PROVIDED RECORDS:
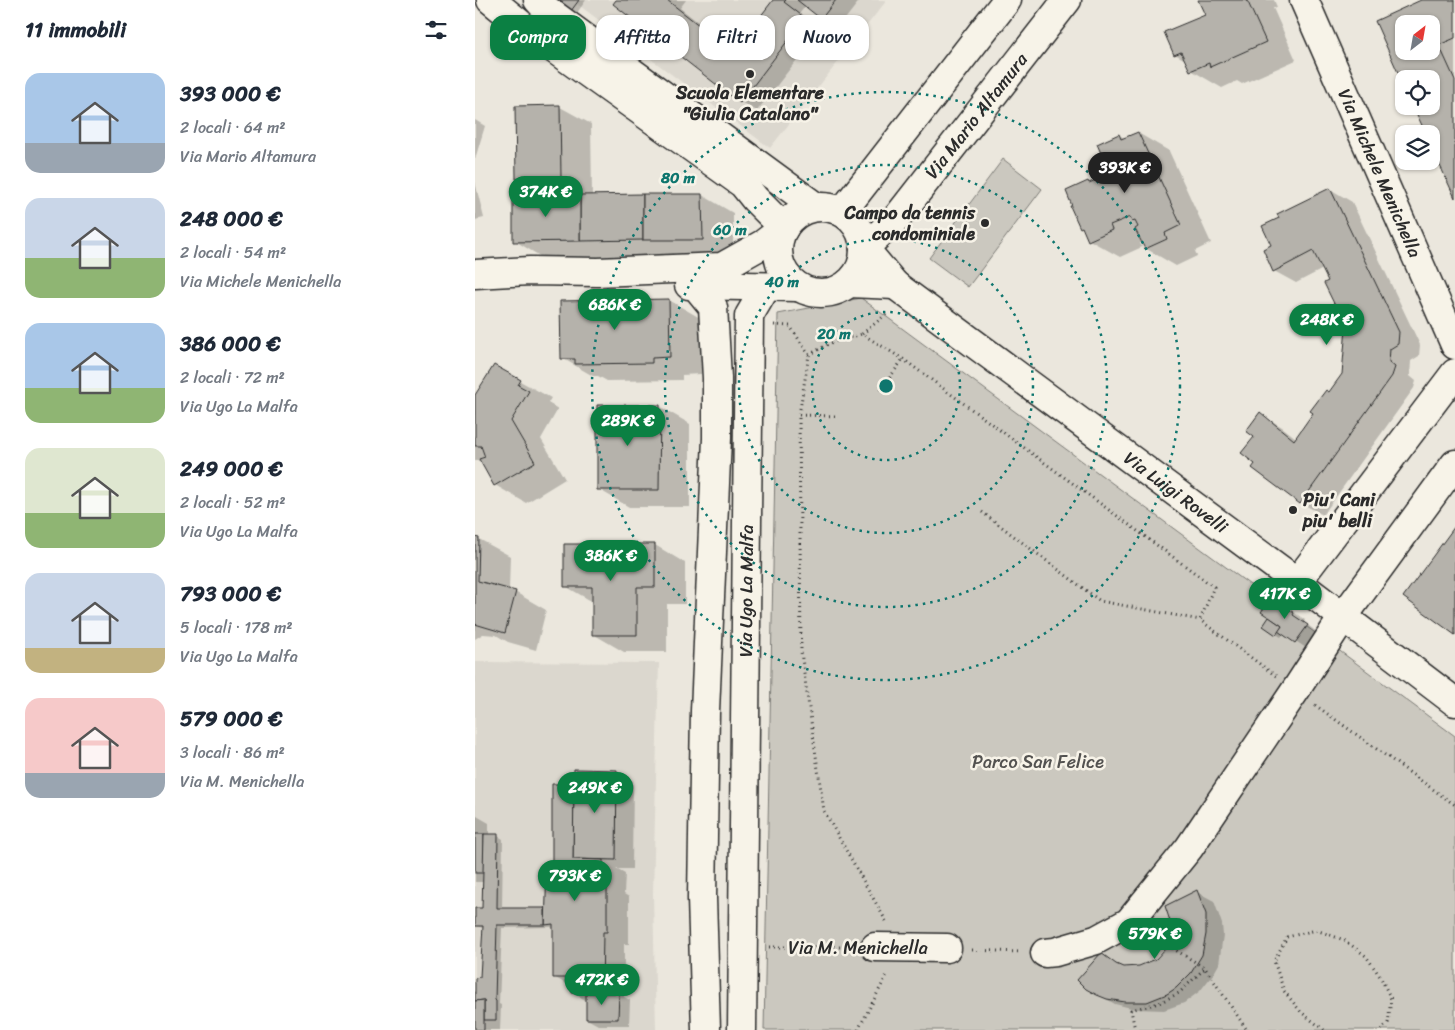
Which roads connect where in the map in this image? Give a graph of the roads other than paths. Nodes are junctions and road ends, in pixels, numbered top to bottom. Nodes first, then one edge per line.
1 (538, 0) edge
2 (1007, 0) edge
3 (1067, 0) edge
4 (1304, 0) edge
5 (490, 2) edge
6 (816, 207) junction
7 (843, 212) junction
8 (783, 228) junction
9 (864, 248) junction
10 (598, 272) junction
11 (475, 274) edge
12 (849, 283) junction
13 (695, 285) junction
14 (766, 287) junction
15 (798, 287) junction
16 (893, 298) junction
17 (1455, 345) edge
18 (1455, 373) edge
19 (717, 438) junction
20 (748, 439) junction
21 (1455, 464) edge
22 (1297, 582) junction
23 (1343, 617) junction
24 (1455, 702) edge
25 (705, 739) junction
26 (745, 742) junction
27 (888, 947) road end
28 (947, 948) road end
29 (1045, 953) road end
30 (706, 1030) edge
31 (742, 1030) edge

PROBLEM DESCRIPTION: Output everything in the material exactly. Pictures stay out of it.

EXERCISE SOLUTION:
Which roads connect where in the map in this image? Give a graph of the roads other than paths. Nodes are junctions and road ends, in pixels, numbered top to bottom. Nodes first, then one edge per line.
1 (538, 0) edge
2 (1007, 0) edge
3 (1067, 0) edge
4 (1304, 0) edge
5 (490, 2) edge
6 (816, 207) junction
7 (843, 212) junction
8 (783, 228) junction
9 (864, 248) junction
10 (598, 272) junction
11 (475, 274) edge
12 (849, 283) junction
13 (695, 285) junction
14 (766, 287) junction
15 (798, 287) junction
16 (893, 298) junction
17 (1455, 345) edge
18 (1455, 373) edge
19 (717, 438) junction
20 (748, 439) junction
21 (1455, 464) edge
22 (1297, 582) junction
23 (1343, 617) junction
24 (1455, 702) edge
25 (705, 739) junction
26 (745, 742) junction
27 (888, 947) road end
28 (947, 948) road end
29 (1045, 953) road end
30 (706, 1030) edge
31 (742, 1030) edge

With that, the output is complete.